Although Sigmund is quite a scholar, speaking German, Russian, Polish, Greek, Latin and, of course, Hebrew, he is making a living as a door-to-door salesman. Benjamin, according to The Times, has had to abandon his education to work in tailor shop. “He is a faithful worker but his youthful spirit rebels at the change from study to ‘rubbing clothes,’ ” The Times says.

Emella is described as “one of the prettiest Jewish maids who has ever come out of Russia.” She is attending the California Street School, where she is studying English. So far, her knowledge of the language is limited to a useful American phrase: “Hurry up.” However, she is quite expressive in German and when told that The Times wanted to take her picture, said: “I must be a very important personage for the newspaper to desire my picture.”



The elder Schiffman tells of the horrific conditions in Baku at the hands of the Cossacks. “All people in Russia have the greatest fear of the ‘Black Hundred,’ ” he says, “which is not a single hundred but bands of the lowest and most brutal Cossacks, nightly let loose to work their will upon any person supposed to have thought adverse to the government. They lie around, stupid and asleep in the daytime.
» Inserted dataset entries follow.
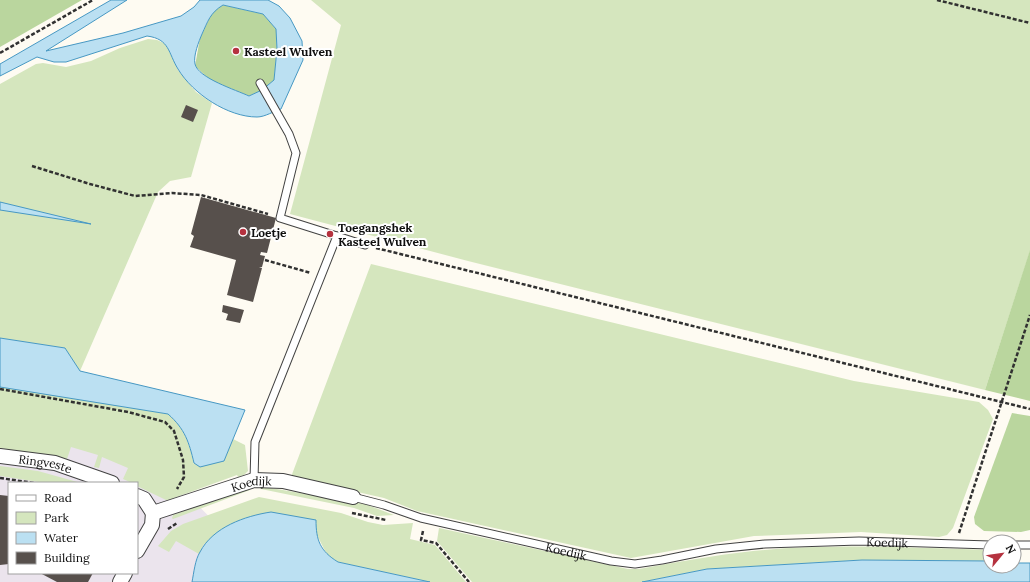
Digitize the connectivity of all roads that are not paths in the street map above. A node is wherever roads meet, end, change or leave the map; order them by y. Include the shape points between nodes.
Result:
1 (260, 83) dead end
2 (336, 236) junction
3 (366, 245) road end
4 (0, 456) edge
5 (254, 480) junction
6 (109, 482) edge
7 (138, 496) edge
8 (353, 497) joint
9 (160, 511) junction
10 (982, 545) edge
11 (138, 549) edge

1 - 2 lane via 291,138 296,152 280,218
2 - 3 lane
2 - 5 lane via 255,442
4 - 6 street, Ringveste via 55,463
5 - 8 street, Koedijk via 283,481
5 - 9 street, Koedijk
7 - 9 street
8 - 10 lane, Koedijk via 426,519 634,564 716,549 766,544 859,541
9 - 11 street

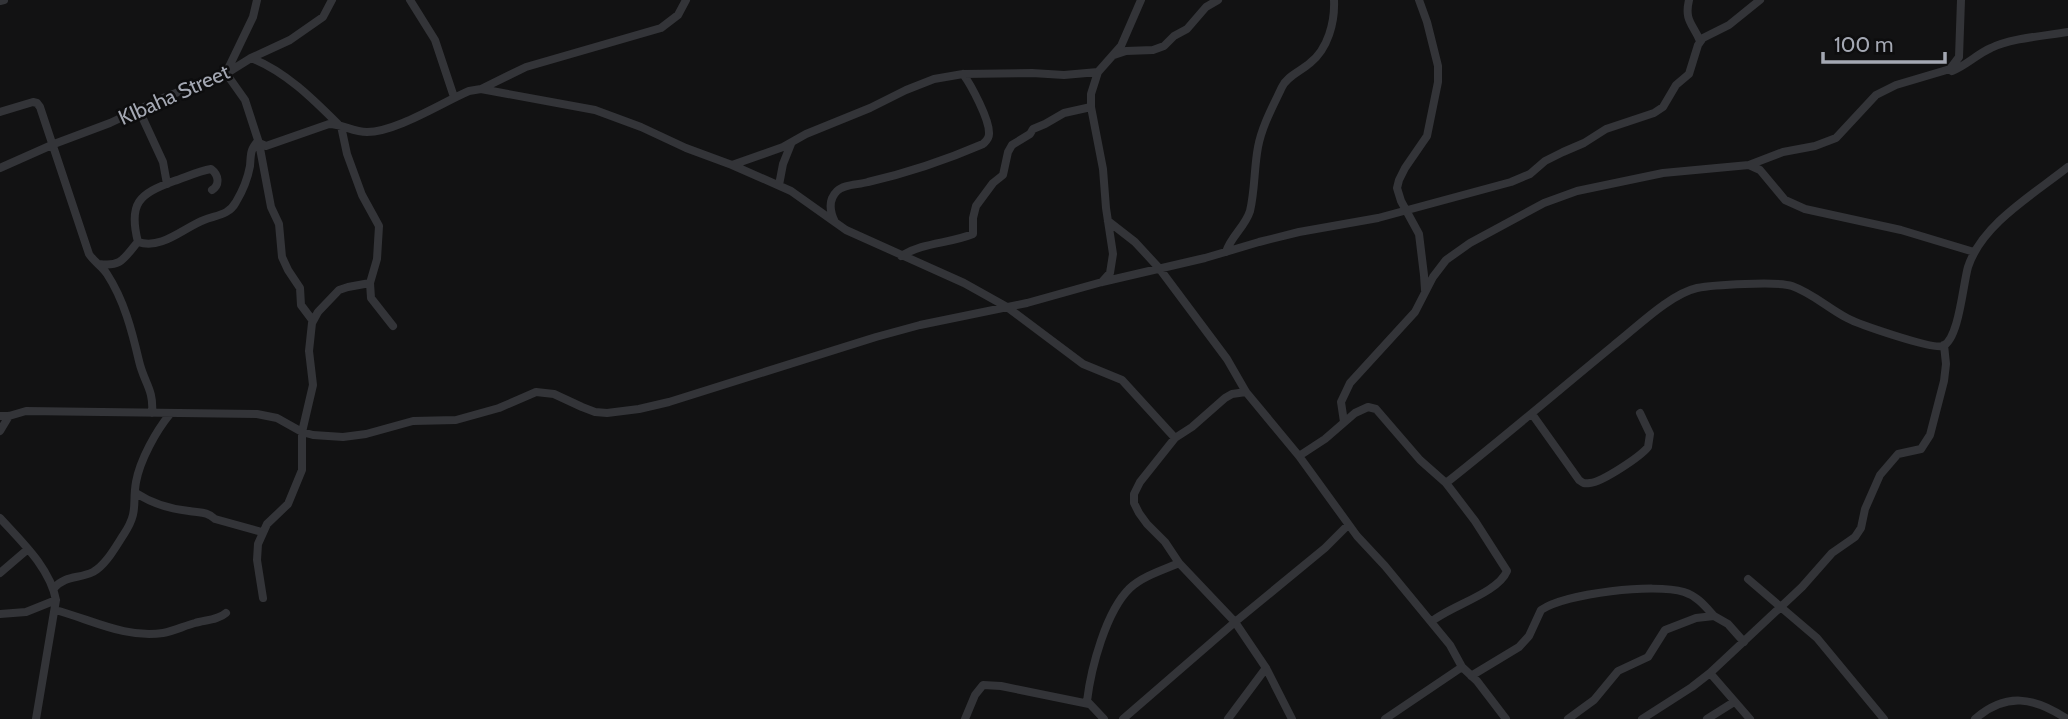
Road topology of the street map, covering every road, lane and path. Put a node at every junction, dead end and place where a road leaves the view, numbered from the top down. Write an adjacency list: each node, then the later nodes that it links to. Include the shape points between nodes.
1 (257, 0): 20 (street)
2 (332, 0): 17 (street, KIbaha Street, via 323,17 290,40)
3 (410, 0): 23 (street, via 435,40)
4 (686, 0): 22 (street, via 678,15 658,29 526,67)
5 (1134, 0): 13 (street)
6 (1141, 0): 13 (street)
7 (1218, 0): 16 (street, via 1164,46)
8 (1334, 0): 42 (street, via 1324,47 1285,83 1265,123 1250,212)
9 (1419, 0): 38 (street, via 1439,74 1427,136 1399,180)
10 (1689, 0): 15 (street, via 1688,20)
11 (1760, 0): 15 (street)
12 (1961, 0): 18 (street, via 1959,57)
13 (1137, 13): 16 (street)
14 (2068, 32): 18 (street, via 2000,44 1966,65)
15 (1700, 41): 38 (street, via 1689,74 1659,110 1605,129 1518,179)
16 (1113, 56): 19 (street)
17 (251, 58): 20 (street, KIbaha Street); 27 (street, via 267,64)
18 (1946, 71): 32 (street, via 1876,95 1836,138)
19 (1098, 72): 21 (street); 24 (street)
20 (227, 74): 25 (street, KIbaha Street); 28 (street, via 245,100)
21 (963, 74): 30 (street, via 905,90); 40 (street, via 983,112 989,134 983,144 839,189 831,207)
22 (481, 89): 23 (street); 31 (street, via 595,110)
23 (454, 97): 27 (street, via 382,131 355,131)
24 (1091, 107): 39 (street); 44 (street, via 1058,115 1012,145 1003,175 974,211 973,234 920,246)
25 (138, 108): 29 (street, KIbaha Street); 35 (street, via 163,162)
26 (0, 112): 29 (street, via 37,103)
27 (339, 125): 28 (street, via 329,124 270,145); 48 (street, via 362,195 379,226)
28 (259, 142): 41 (street, via 250,152 249,170 229,211 161,241); 51 (street, via 271,207 279,224 282,257 300,288 301,305)
29 (54, 144): 34 (street, KIbaha Street); 45 (street, via 89,254)
30 (791, 144): 31 (street); 36 (street)
31 (732, 165): 36 (street)
32 (1749, 165): 43 (street, via 1760,170 1785,200 1805,209); 49 (street, via 1662,173 1558,197 1458,251 1440,268)
33 (2068, 167): 43 (street, via 1987,233)
34 (0, 168)
35 (167, 184): 37 (street, via 211,169 218,180); 41 (street, via 140,200 134,220)
36 (779, 185): 40 (street)
37 (212, 190)
38 (1406, 210): 42 (street); 49 (street, via 1420,240)
39 (1108, 221): 46 (street); 47 (street, via 1113,254 1110,273)
40 (837, 225): 44 (street)
41 (138, 242): 45 (street, via 119,263)
42 (1226, 252): 46 (street)
43 (1974, 252): 53 (street, via 1954,333)
44 (901, 256): 50 (street)
45 (98, 264): 56 (street, via 107,273 133,331 152,397)
46 (1159, 268): 47 (street); 54 (street)
47 (1102, 282): 50 (street)
48 (370, 283): 51 (street, via 340,290); 52 (street, via 373,303)
49 (1425, 294): 60 (street, via 1415,312 1350,383 1341,402)
50 (1007, 307): 62 (street, via 876,337 639,409 595,412 554,394 536,392 456,420 413,421 354,437); 63 (street, via 1083,364 1122,380)
51 (313, 321): 62 (street, via 309,351 313,385)
52 (393, 326)
53 (1944, 345): 58 (street, via 1923,344 1854,322 1787,285 1697,288 1639,324); 79 (street, via 1944,381 1925,445 1892,460 1877,481 1858,534 1832,553)
54 (1246, 392): 63 (street, via 1225,398); 64 (street)
55 (1640, 413): 58 (street, via 1650,434 1648,447 1624,467 1588,484 1573,472)
56 (152, 414): 57 (street); 59 (street, via 97,410 26,411)
57 (170, 414): 62 (street, via 268,415); 66 (street, via 148,448)
58 (1532, 414): 65 (street)
59 (5, 416): 61 (street)
60 (1344, 422): 64 (street); 65 (street, via 1365,408 1376,409)
61 (0, 431)
62 (302, 432): 71 (street, via 302,470 290,501)
63 (1175, 438): 73 (street, via 1140,482 1134,498 1147,524)
64 (1299, 456): 70 (street)
65 (1446, 483): 85 (street, via 1507,571 1501,581)
66 (136, 493): 67 (street); 68 (street)
67 (156, 503): 68 (street); 71 (street)
68 (134, 512): 76 (street, via 125,533 98,568 68,577)
69 (0, 518): 72 (street)
70 (1348, 524): 84 (street); 85 (street)
71 (262, 532): 77 (street, via 257,560)
72 (28, 550): 74 (street); 76 (street)
73 (1179, 562): 84 (street); 92 (street, via 1131,587 1115,607 1093,670)
74 (0, 573)
75 (1748, 579): 79 (street)
76 (54, 589): 78 (street)
77 (263, 598)
78 (56, 600): 80 (street); 82 (street, via 26,612)
79 (1782, 606): 86 (street); 105 (street, via 1817,638)
80 (55, 610): 81 (street, via 100,625 154,634); 93 (street)
81 (226, 613)
82 (0, 614)
83 (1714, 615): 86 (street); 90 (street, via 1694,596 1658,588 1566,600 1543,608 1519,647); 101 (street, via 1665,630 1648,657 1618,671 1594,700)
84 (1235, 622): 88 (street); 96 (street)
85 (1431, 622): 87 (street)
86 (1744, 642): 89 (street)
87 (1462, 667): 90 (street); 99 (street)
88 (1266, 668): 97 (street); 98 (street)
89 (1710, 673): 91 (street); 102 (street)
90 (1471, 676): 100 (street)
91 (1734, 702): 103 (street); 104 (street)
92 (1089, 704): 94 (street, via 983,685); 95 (street)
93 (36, 719)
94 (965, 719)
95 (1104, 719)
96 (1124, 719)
97 (1228, 719)
98 (1292, 719)
99 (1385, 719)
100 (1506, 719)
101 (1568, 719)
102 (1642, 719)
103 (1707, 719)
104 (1750, 719)
105 (1884, 719)
106 (1975, 719): 107 (street, via 1999,703 2020,700 2052,709)
107 (2067, 719)

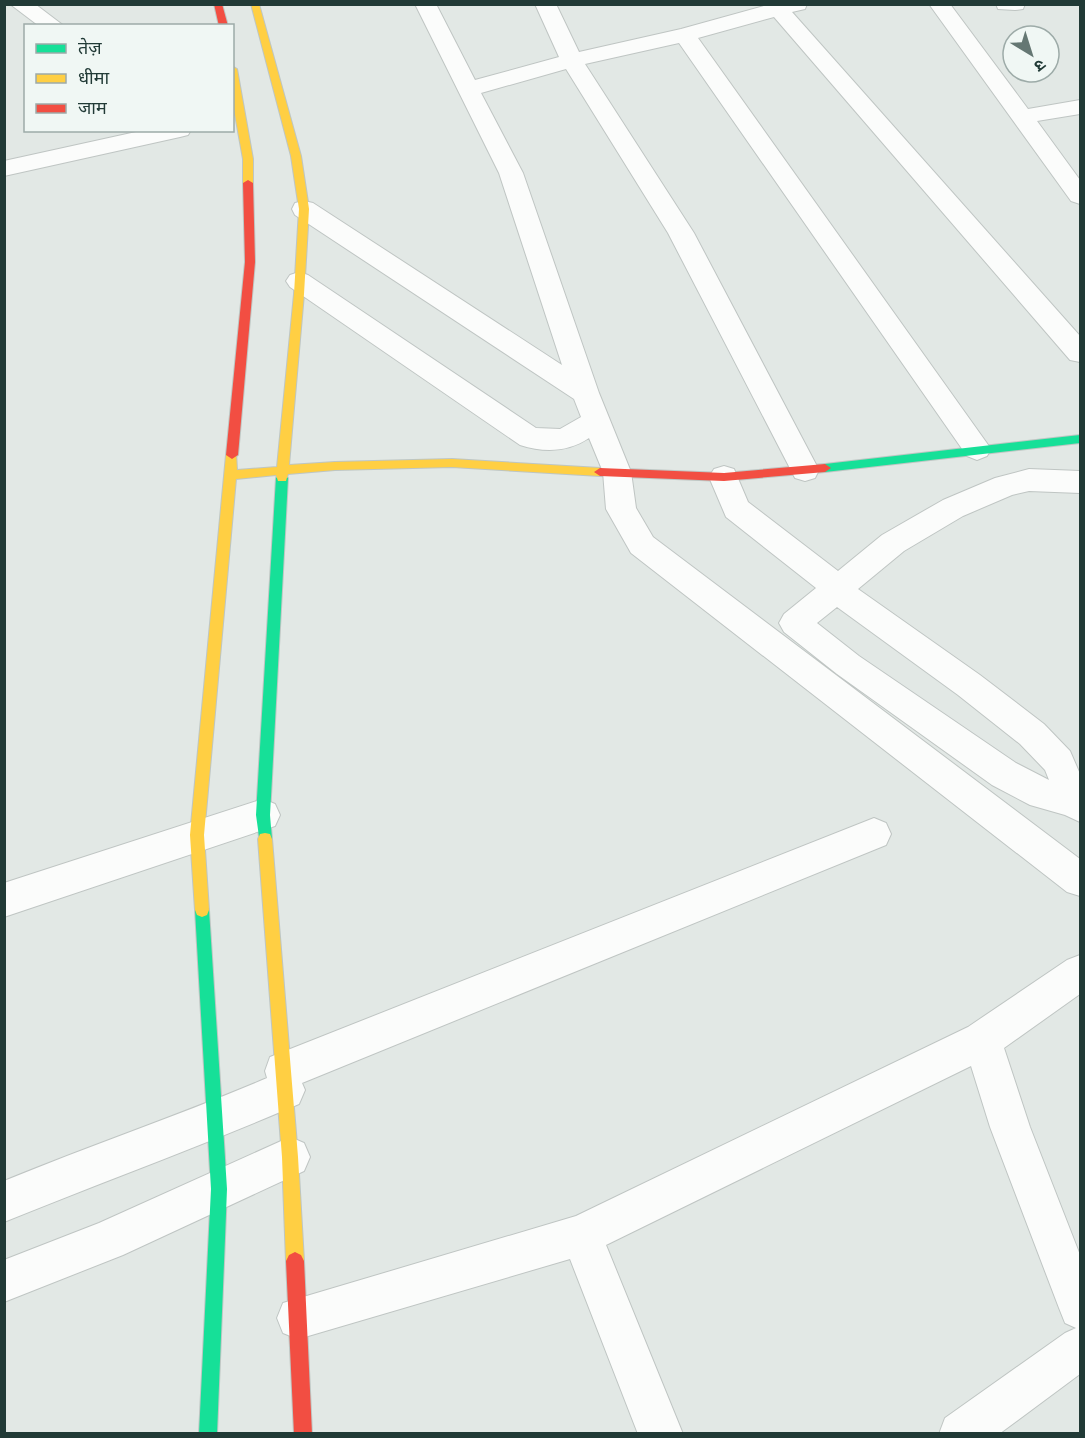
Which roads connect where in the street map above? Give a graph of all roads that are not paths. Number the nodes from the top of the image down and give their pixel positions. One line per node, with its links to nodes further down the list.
1 (20, 4): 10 (street)
2 (218, 4): 11 (street)
3 (255, 4): 22 (street)
4 (425, 4): 15 (street)
5 (545, 4): 13 (street)
6 (939, 4): 17 (street)
7 (1006, 4): 8 (street)
8 (1015, 4)
9 (788, 7): 12 (street); 24 (street)
10 (51, 24)
11 (223, 24)
12 (685, 35): 13 (street); 28 (street)
13 (572, 60): 15 (street); 29 (street)
14 (234, 89): 18 (street)
15 (469, 89): 25 (street)
16 (1080, 106): 17 (street)
17 (1022, 117): 21 (street)
18 (237, 118): 32 (street)
19 (171, 132): 20 (street)
20 (4, 169)
21 (1080, 196)
22 (304, 209): 23 (street); 25 (street)
23 (299, 281): 26 (street); 30 (street)
24 (1080, 353)
25 (585, 393): 26 (street)
26 (595, 421): 31 (street)
27 (1080, 439): 28 (street)
28 (977, 448): 29 (street)
29 (806, 470): 33 (street)
30 (282, 471): 31 (street); 32 (street); 37 (street)
31 (617, 472): 33 (street); 40 (street)
32 (230, 475): 39 (street)
33 (724, 477): 35 (street)
34 (1080, 482): 35 (street)
35 (839, 589): 36 (street); 36 (street)
36 (1078, 805)
37 (263, 815): 39 (street); 44 (street)
38 (874, 834): 44 (street)
39 (197, 835): 41 (street); 45 (street)
40 (1080, 880)
41 (4, 900)
42 (1080, 973): 43 (street)
43 (982, 1040): 49 (street); 51 (street)
44 (285, 1080): 45 (street); 46 (street)
45 (214, 1121): 47 (street); 48 (street)
46 (290, 1157): 47 (street); 52 (street)
47 (219, 1188): 50 (street); 54 (street)
48 (4, 1202)
49 (581, 1235): 52 (street); 56 (street)
50 (4, 1281)
51 (1080, 1308)
52 (298, 1318): 55 (street)
53 (1080, 1348): 57 (street)
54 (208, 1434)
55 (303, 1434)
56 (661, 1434)
57 (961, 1434)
In the evening they are plied with vodka and drink-crazed, brutalized, are set to raid homes. They enjoy government immunity for any deed committed.”

What became of the Schiffmans? We simply have no record of them. Not in The Times, not in online public records—nowhere. Perhaps they changed their names or perhaps they left Los Angeles.

All we do know is that the local Jewish organizations, B’nai B’rith, the Hebrew Benevolent Society, the Jewish Women’s Foreign Relief Association and the Jewish Sisterhood helped them. Sigmund Schiffman was supposed to address a group about “Governmental Conditions and Methods of Persecution in Russia,” but The Times apparently did not cover his talk.